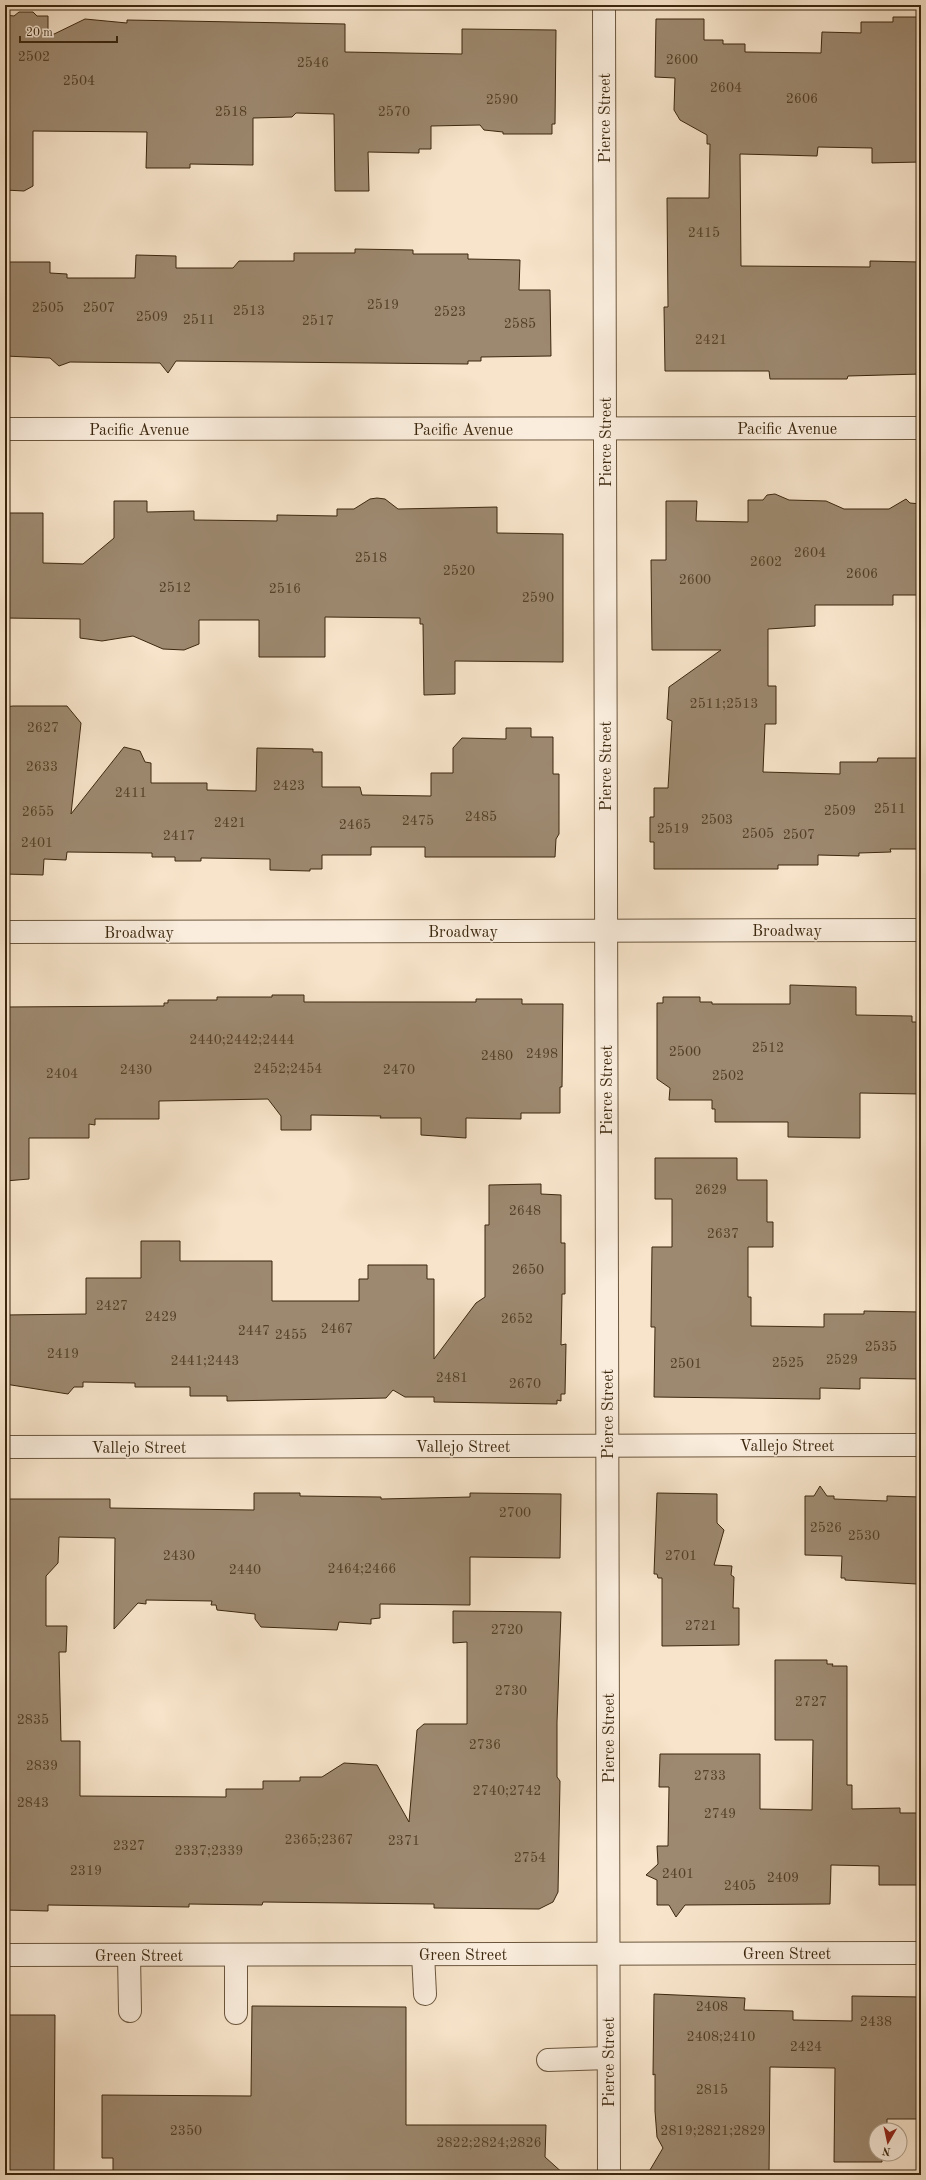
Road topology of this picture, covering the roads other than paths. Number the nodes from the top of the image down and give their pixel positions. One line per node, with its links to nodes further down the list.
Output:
1 (604, 5): 2 (street, Pierce Street)
2 (605, 428): 3 (street, Pacific Avenue); 4 (street, Pacific Avenue); 6 (street, Pierce Street)
3 (921, 428)
4 (5, 429)
5 (921, 930): 6 (street, Broadway)
6 (606, 931): 7 (street, Broadway); 9 (street, Pierce Street)
7 (5, 932)
8 (921, 1445): 9 (street, Vallejo Street)
9 (607, 1446): 10 (street, Vallejo Street); 11 (street, Pierce Street)
10 (5, 1447)
11 (608, 1953): 12 (street, Green Street); 13 (street, Green Street); 20 (street, Pierce Street)
12 (921, 1953)
13 (423, 1954): 16 (street, Green Street); 17 (street)
14 (5, 1955): 15 (street, Green Street)
15 (129, 1955): 16 (street, Green Street); 18 (street)
16 (236, 1955): 19 (street)
17 (425, 1994)
18 (130, 2011)
19 (236, 2013)
20 (608, 2058): 21 (street); 22 (street, Pierce Street)
21 (548, 2060)
22 (609, 2175)

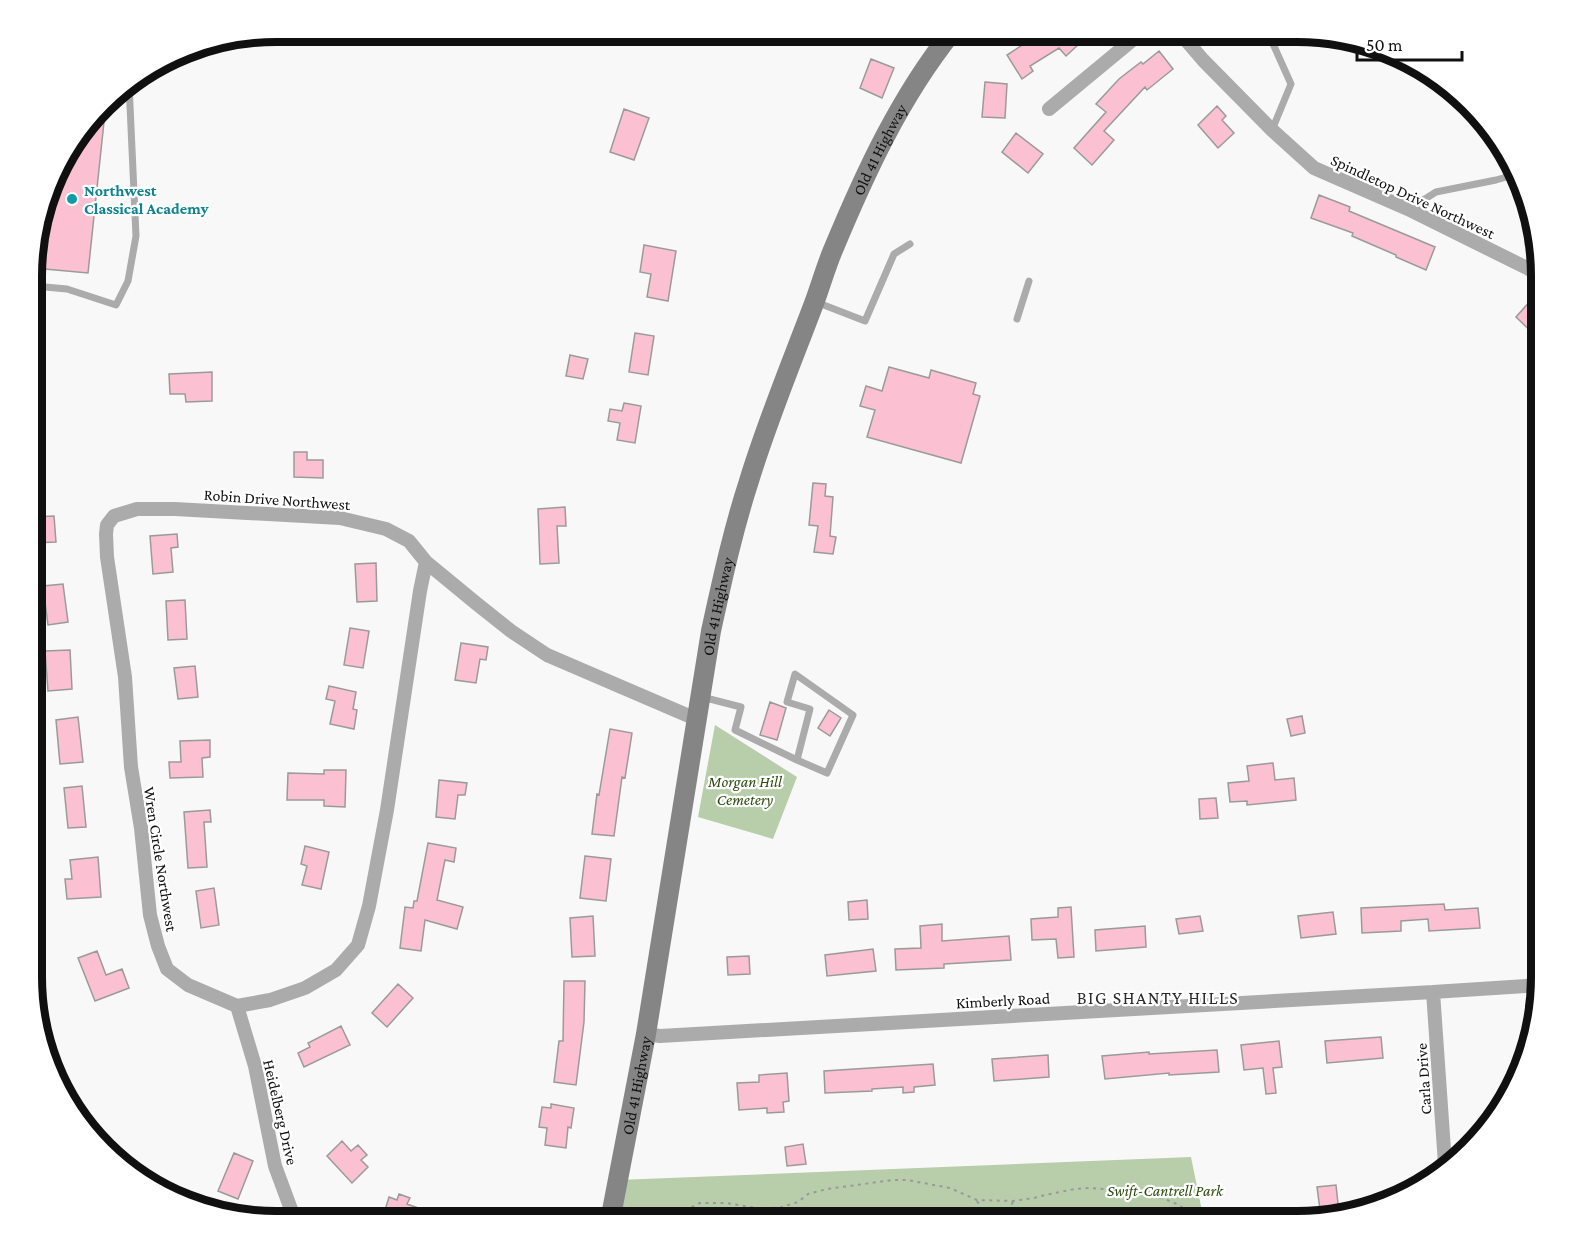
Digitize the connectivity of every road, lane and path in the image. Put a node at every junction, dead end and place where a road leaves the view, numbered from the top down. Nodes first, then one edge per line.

**ABOUT THIS TASK:**
Once the pictures are removed, return the entries exactly as they stand.

**FINISHED TASK:**
Road topology of this picture, covering the roads other than paths. Number the nodes from the top of the image down and give their pixel positions. One line per node, with its links to nodes further down the list.
Output:
1 (604, 5): 2 (street, Pierce Street)
2 (605, 428): 3 (street, Pacific Avenue); 4 (street, Pacific Avenue); 6 (street, Pierce Street)
3 (921, 428)
4 (5, 429)
5 (921, 930): 6 (street, Broadway)
6 (606, 931): 7 (street, Broadway); 9 (street, Pierce Street)
7 (5, 932)
8 (921, 1445): 9 (street, Vallejo Street)
9 (607, 1446): 10 (street, Vallejo Street); 11 (street, Pierce Street)
10 (5, 1447)
11 (608, 1953): 12 (street, Green Street); 13 (street, Green Street); 20 (street, Pierce Street)
12 (921, 1953)
13 (423, 1954): 16 (street, Green Street); 17 (street)
14 (5, 1955): 15 (street, Green Street)
15 (129, 1955): 16 (street, Green Street); 18 (street)
16 (236, 1955): 19 (street)
17 (425, 1994)
18 (130, 2011)
19 (236, 2013)
20 (608, 2058): 21 (street); 22 (street, Pierce Street)
21 (548, 2060)
22 (609, 2175)

Digitize the connectivity of every road, lane and path in the image. Put a node at every junction, dead end and place where a road leaves the view, numbered from the top down. Nodes first, then one edge per line.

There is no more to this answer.